What you are asked to do – The records below are to be returned word for word, with pictures left out.

Data for this task –
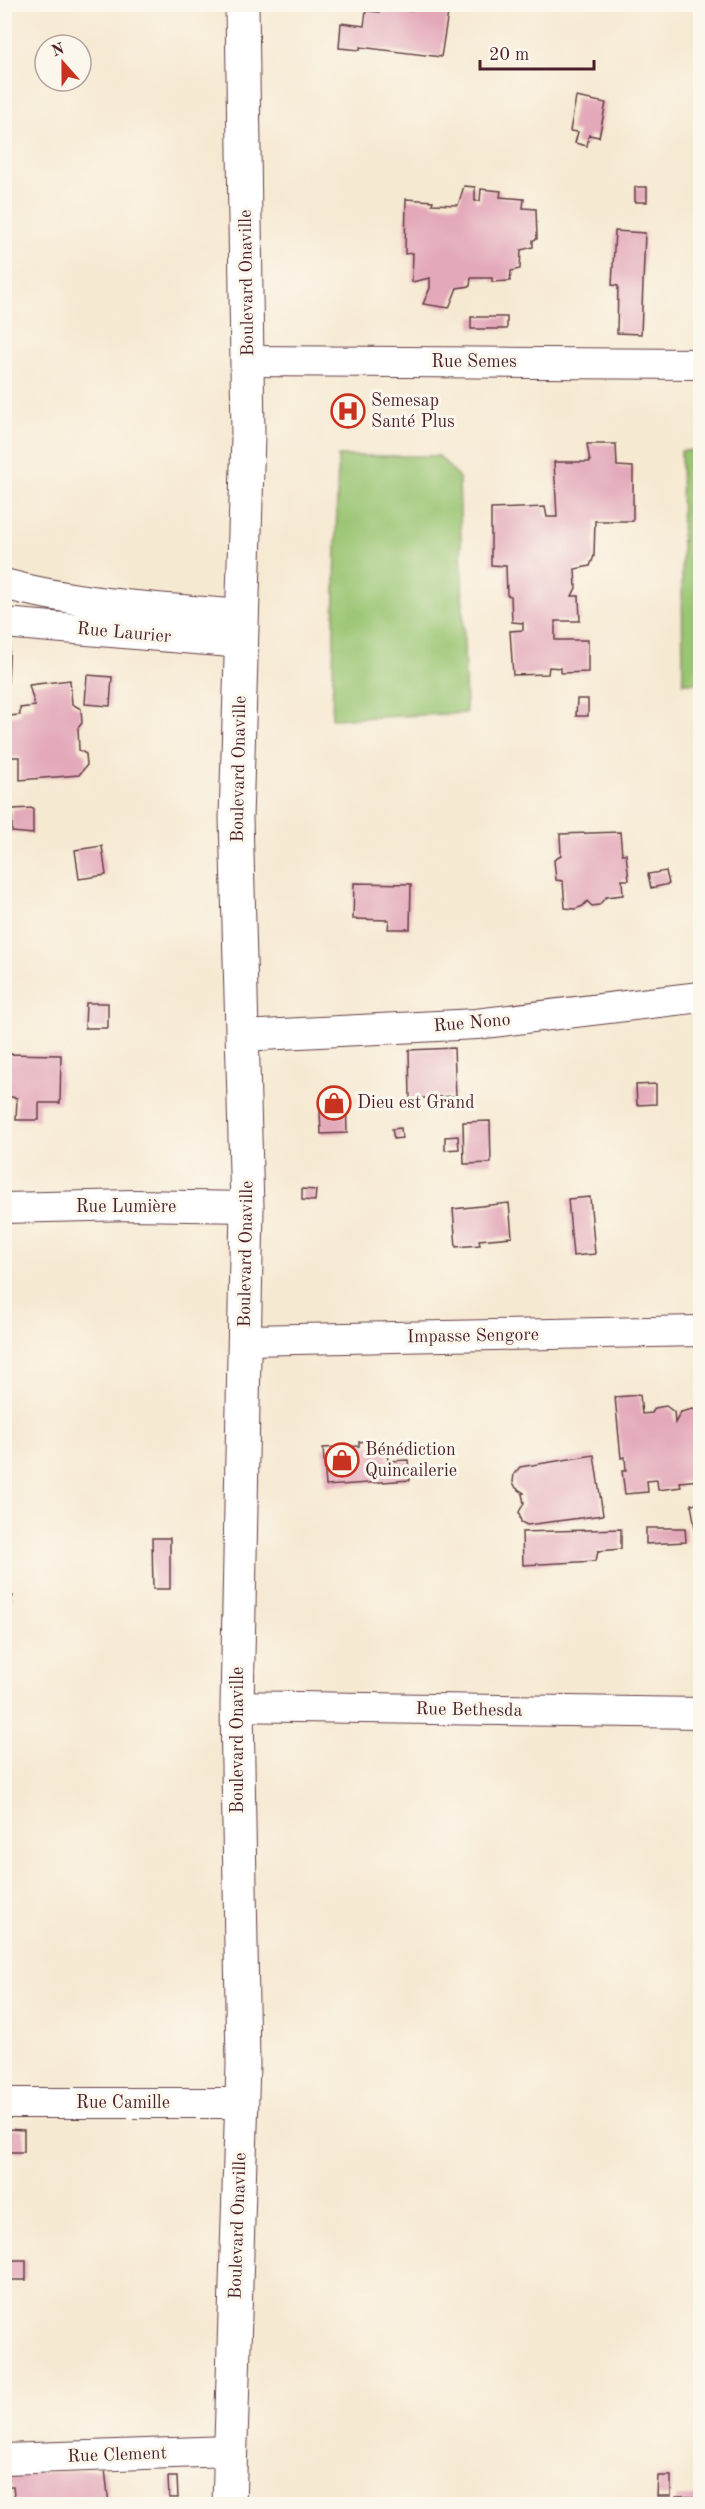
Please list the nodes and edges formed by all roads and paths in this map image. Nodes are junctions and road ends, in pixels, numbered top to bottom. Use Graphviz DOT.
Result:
graph roads {
  1 [pos="242,4"];
  2 [pos="248,361"];
  3 [pos="700,364"];
  4 [pos="4,584"];
  5 [pos="4,623"];
  6 [pos="242,629"];
  7 [pos="700,997"];
  8 [pos="243,1036"];
  9 [pos="247,1207"];
  10 [pos="4,1208"];
  11 [pos="700,1331"];
  12 [pos="245,1340"];
  13 [pos="237,1706"];
  14 [pos="700,1713"];
  15 [pos="4,2103"];
  16 [pos="242,2103"];
  17 [pos="229,2451"];
  18 [pos="4,2459"];
  19 [pos="229,2505"];
  1 -- 2 [label="street, Boulevard Onaville"];
  2 -- 3 [label="street, Rue Semes"];
  2 -- 6 [label="street, Boulevard Onaville"];
  4 -- 6 [label="street"];
  5 -- 6 [label="street, Rue Laurier"];
  6 -- 8 [label="street, Boulevard Onaville"];
  7 -- 8 [label="street, Rue Nono"];
  8 -- 9 [label="street, Boulevard Onaville"];
  9 -- 10 [label="street, Rue Lumière"];
  9 -- 12 [label="street, Boulevard Onaville"];
  11 -- 12 [label="street, Impasse Sengore"];
  12 -- 13 [label="street, Boulevard Onaville"];
  13 -- 14 [label="street, Rue Bethesda"];
  13 -- 16 [label="street, Boulevard Onaville"];
  15 -- 16 [label="street, Rue Camille"];
  16 -- 17 [label="street, Boulevard Onaville"];
  17 -- 18 [label="street, Rue Clement"];
  17 -- 19 [label="street, Boulevard Onaville"];
}
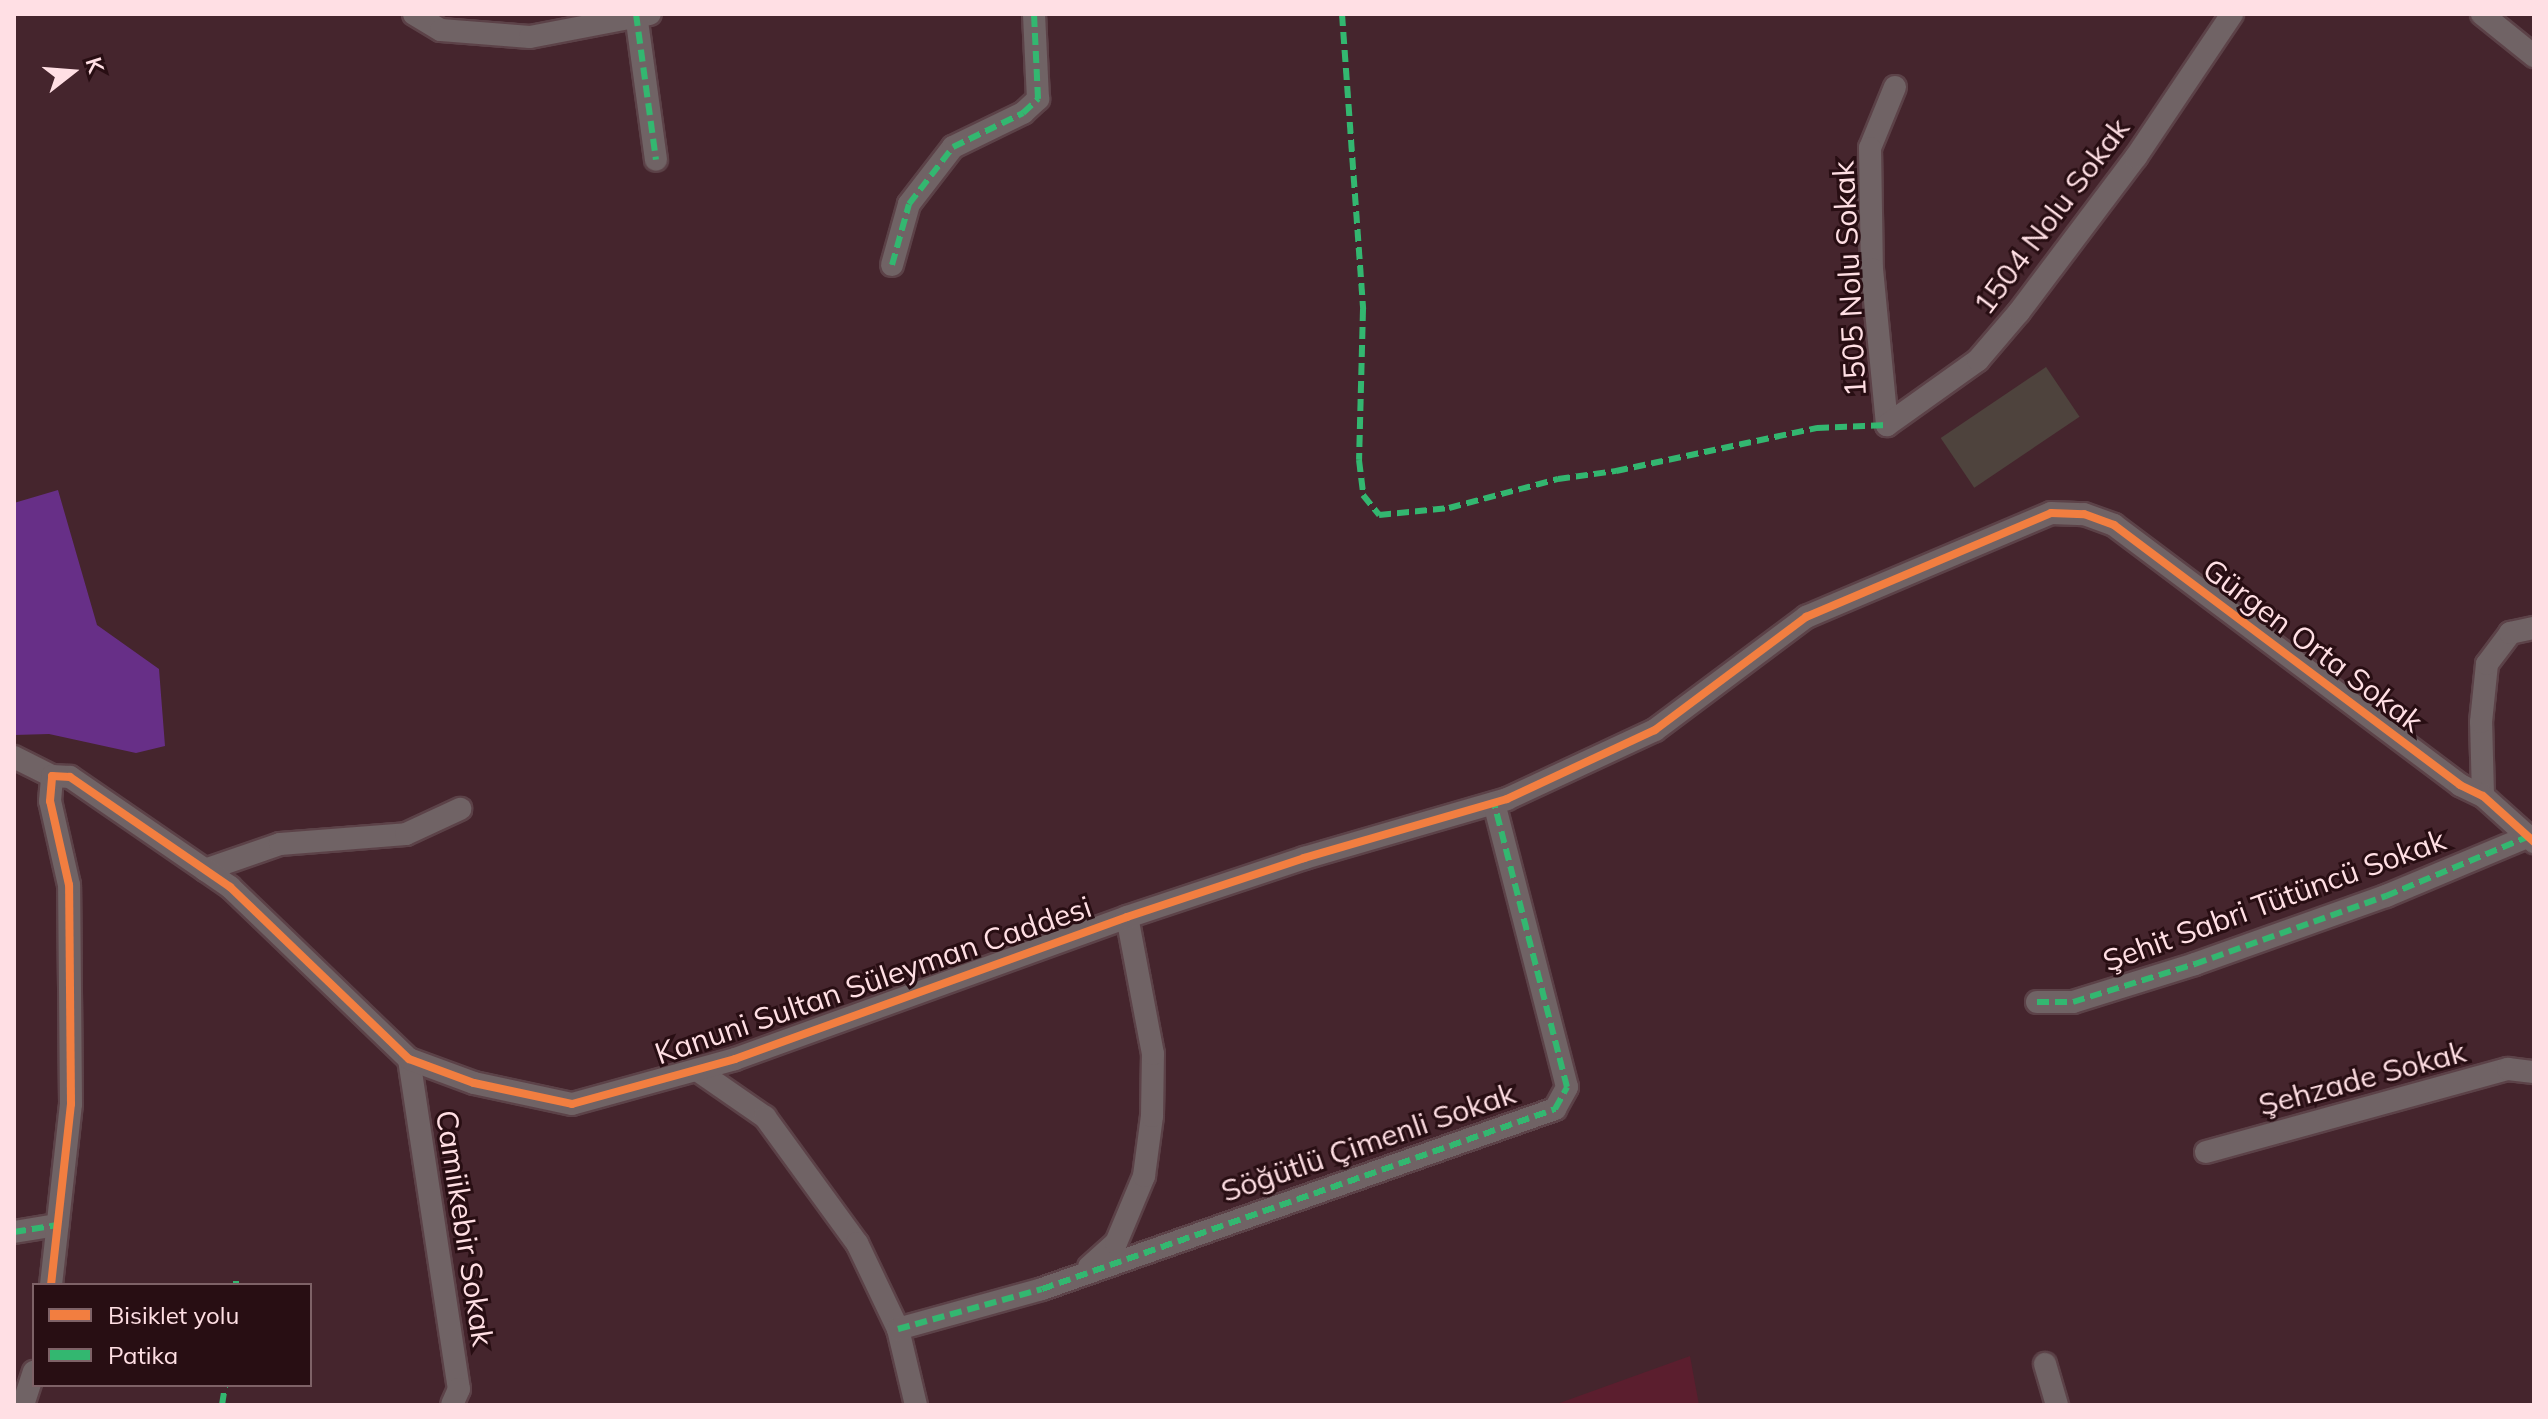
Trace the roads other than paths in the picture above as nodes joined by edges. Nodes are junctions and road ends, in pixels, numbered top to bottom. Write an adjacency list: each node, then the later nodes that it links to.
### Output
1 (414, 14): 5 (street)
2 (1034, 14): 9 (street)
3 (2232, 14): 10 (street, 1504 Nolu Sokak)
4 (2482, 14): 6 (street)
5 (641, 15): 8 (street)
6 (2534, 56)
7 (1895, 87): 10 (street, 1505 Nolu Sokak)
8 (656, 160)
9 (892, 265)
10 (1887, 425)
11 (2051, 513): 15 (street, Gürgen Orta Sokak); 16 (street, Kanuni Sultan Süleyman Caddesi)
12 (2534, 628): 15 (street)
13 (14, 757): 14 (street, Kanuni Sultan Süleyman Caddesi)
14 (52, 776): 19 (street, Kanuni Sultan Süleyman Caddesi); 26 (street)
15 (2483, 796): 18 (street, Gürgen Orta Sokak)
16 (1494, 803): 20 (street, Kanuni Sultan Süleyman Caddesi); 28 (street, Söğütlü Çimenli Sokak)
17 (460, 809): 19 (street)
18 (2530, 840): 21 (street, Şehit Sabri Tütüncü Sokak)
19 (205, 870): 22 (street, Kanuni Sultan Süleyman Caddesi)
20 (1127, 917): 23 (street, Kanuni Sultan Süleyman Caddesi); 28 (street)
21 (2037, 1002)
22 (409, 1059): 23 (street, Kanuni Sultan Süleyman Caddesi); 34 (street, Camiikebir Sokak)
23 (697, 1070): 30 (street)
24 (2534, 1072): 25 (street, Şehzade Sokak)
25 (2206, 1152)
26 (57, 1225): 27 (street); 29 (street)
27 (14, 1232)
28 (1080, 1276): 30 (street, Söğütlü Çimenli Sokak)
29 (51, 1283)
30 (898, 1329): 35 (street)
31 (2045, 1364): 36 (street)
32 (32, 1378): 33 (street)
33 (23, 1405)
34 (452, 1405)
35 (916, 1405)
36 (2057, 1405)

Exercise solution –
Please list the nodes and edges formed by all roads and paths in this map image. Nodes are junctions and road ends, in pixels, numbered top to bottom. Use Graphviz DOT.
Result:
graph roads {
  1 [pos="242,4"];
  2 [pos="248,361"];
  3 [pos="700,364"];
  4 [pos="4,584"];
  5 [pos="4,623"];
  6 [pos="242,629"];
  7 [pos="700,997"];
  8 [pos="243,1036"];
  9 [pos="247,1207"];
  10 [pos="4,1208"];
  11 [pos="700,1331"];
  12 [pos="245,1340"];
  13 [pos="237,1706"];
  14 [pos="700,1713"];
  15 [pos="4,2103"];
  16 [pos="242,2103"];
  17 [pos="229,2451"];
  18 [pos="4,2459"];
  19 [pos="229,2505"];
  1 -- 2 [label="street, Boulevard Onaville"];
  2 -- 3 [label="street, Rue Semes"];
  2 -- 6 [label="street, Boulevard Onaville"];
  4 -- 6 [label="street"];
  5 -- 6 [label="street, Rue Laurier"];
  6 -- 8 [label="street, Boulevard Onaville"];
  7 -- 8 [label="street, Rue Nono"];
  8 -- 9 [label="street, Boulevard Onaville"];
  9 -- 10 [label="street, Rue Lumière"];
  9 -- 12 [label="street, Boulevard Onaville"];
  11 -- 12 [label="street, Impasse Sengore"];
  12 -- 13 [label="street, Boulevard Onaville"];
  13 -- 14 [label="street, Rue Bethesda"];
  13 -- 16 [label="street, Boulevard Onaville"];
  15 -- 16 [label="street, Rue Camille"];
  16 -- 17 [label="street, Boulevard Onaville"];
  17 -- 18 [label="street, Rue Clement"];
  17 -- 19 [label="street, Boulevard Onaville"];
}
Trace the roads other than paths in the picture above as nodes joined by edges. Nodes are junctions and road ends, in pixels, numbered top to bottom. Write an adjacency list: each node, then the later nodes that it links to.
### Output
1 (414, 14): 5 (street)
2 (1034, 14): 9 (street)
3 (2232, 14): 10 (street, 1504 Nolu Sokak)
4 (2482, 14): 6 (street)
5 (641, 15): 8 (street)
6 (2534, 56)
7 (1895, 87): 10 (street, 1505 Nolu Sokak)
8 (656, 160)
9 (892, 265)
10 (1887, 425)
11 (2051, 513): 15 (street, Gürgen Orta Sokak); 16 (street, Kanuni Sultan Süleyman Caddesi)
12 (2534, 628): 15 (street)
13 (14, 757): 14 (street, Kanuni Sultan Süleyman Caddesi)
14 (52, 776): 19 (street, Kanuni Sultan Süleyman Caddesi); 26 (street)
15 (2483, 796): 18 (street, Gürgen Orta Sokak)
16 (1494, 803): 20 (street, Kanuni Sultan Süleyman Caddesi); 28 (street, Söğütlü Çimenli Sokak)
17 (460, 809): 19 (street)
18 (2530, 840): 21 (street, Şehit Sabri Tütüncü Sokak)
19 (205, 870): 22 (street, Kanuni Sultan Süleyman Caddesi)
20 (1127, 917): 23 (street, Kanuni Sultan Süleyman Caddesi); 28 (street)
21 (2037, 1002)
22 (409, 1059): 23 (street, Kanuni Sultan Süleyman Caddesi); 34 (street, Camiikebir Sokak)
23 (697, 1070): 30 (street)
24 (2534, 1072): 25 (street, Şehzade Sokak)
25 (2206, 1152)
26 (57, 1225): 27 (street); 29 (street)
27 (14, 1232)
28 (1080, 1276): 30 (street, Söğütlü Çimenli Sokak)
29 (51, 1283)
30 (898, 1329): 35 (street)
31 (2045, 1364): 36 (street)
32 (32, 1378): 33 (street)
33 (23, 1405)
34 (452, 1405)
35 (916, 1405)
36 (2057, 1405)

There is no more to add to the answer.